Over 2,000 hits, thanks everyone !
Shetland has many spectacular seabird colonies such as Sumburgh, Noss, Hermaness, Eashaness, Foula and Fair Isle. Within the many species found breeding at these colonies, the Guillemot (Longwi , Loom )as it is know in Shetland, is one of the most common.
Taking a boat trip around Noss is a great way to get close to Gullimots and other seabirds and many birds can also be seen at close quarters in Lerwick harbour feeding.
Colonies are found either in thousands or just a few pairs, nesting low down in Geos or as in Hermaness on high cliffs. The noise and smell coming from these colonies is memorable as is the sight of the packed birds. Birds lay one egg onto the ledge, no nest material is gathered.
Numbers have been dropping, like all seabirds, due to lack of food , in particular sand eels.
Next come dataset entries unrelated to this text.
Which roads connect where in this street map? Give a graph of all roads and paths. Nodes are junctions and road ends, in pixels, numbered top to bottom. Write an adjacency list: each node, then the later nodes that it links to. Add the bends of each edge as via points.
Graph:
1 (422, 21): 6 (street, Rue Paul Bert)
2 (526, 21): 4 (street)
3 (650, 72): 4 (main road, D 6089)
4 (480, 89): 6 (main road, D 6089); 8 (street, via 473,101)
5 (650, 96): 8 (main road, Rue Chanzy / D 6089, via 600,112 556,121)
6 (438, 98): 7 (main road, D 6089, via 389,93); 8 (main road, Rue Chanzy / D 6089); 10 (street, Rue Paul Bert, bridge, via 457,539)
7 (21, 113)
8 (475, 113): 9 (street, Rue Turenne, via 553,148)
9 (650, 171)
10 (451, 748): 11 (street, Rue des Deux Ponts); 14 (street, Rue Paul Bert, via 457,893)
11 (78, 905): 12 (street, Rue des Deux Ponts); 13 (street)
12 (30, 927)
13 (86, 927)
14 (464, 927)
According to the Shetland bird Club which monitors breeding success, sand eels formed around 98% of fish brought to chicks. Adult birds are often away from the colony trying to find food, leaving young birds unattended for long periods leaving the way for predation by Gt Skua, Gt Black Back and Herring Gulls. In storms many young and nests are washed away, with Sumburgh head birds particularly affected in several years.
When the young leave their nest , they dive into the sea and are escorted by adult birds eastwards to the Norwegian coast. Birds start to return to inland waters around October and can be sometimes found feeding in Sheltered voes throughout the winter. Mortality can be high in some years and beach surveys have revealed as many as 1,500 dead birds, as in 1994. In oil related incidents many Guillemots are found dead, in unrelated incidents between December 1978 - April 1979 over 8,000 were found oiled
The number of the bridled form among breeding colonies is between 19% - 29.6% .
During our visit in 1989, we were very fortunate to come across a Brunnich's Guillemot, at that time only the 3rd living bird found in UK waters. Again it was located on the cliffs at Sumburgh head by members of the Shetland Bird Club who were undertaking breeding bird surveys. This one found by Martin Heubeck is the only British record in a breeding seabird colony. The nearest breeding colony to Shetland can be found in Iceland, where there is an estimated 2 million pairs.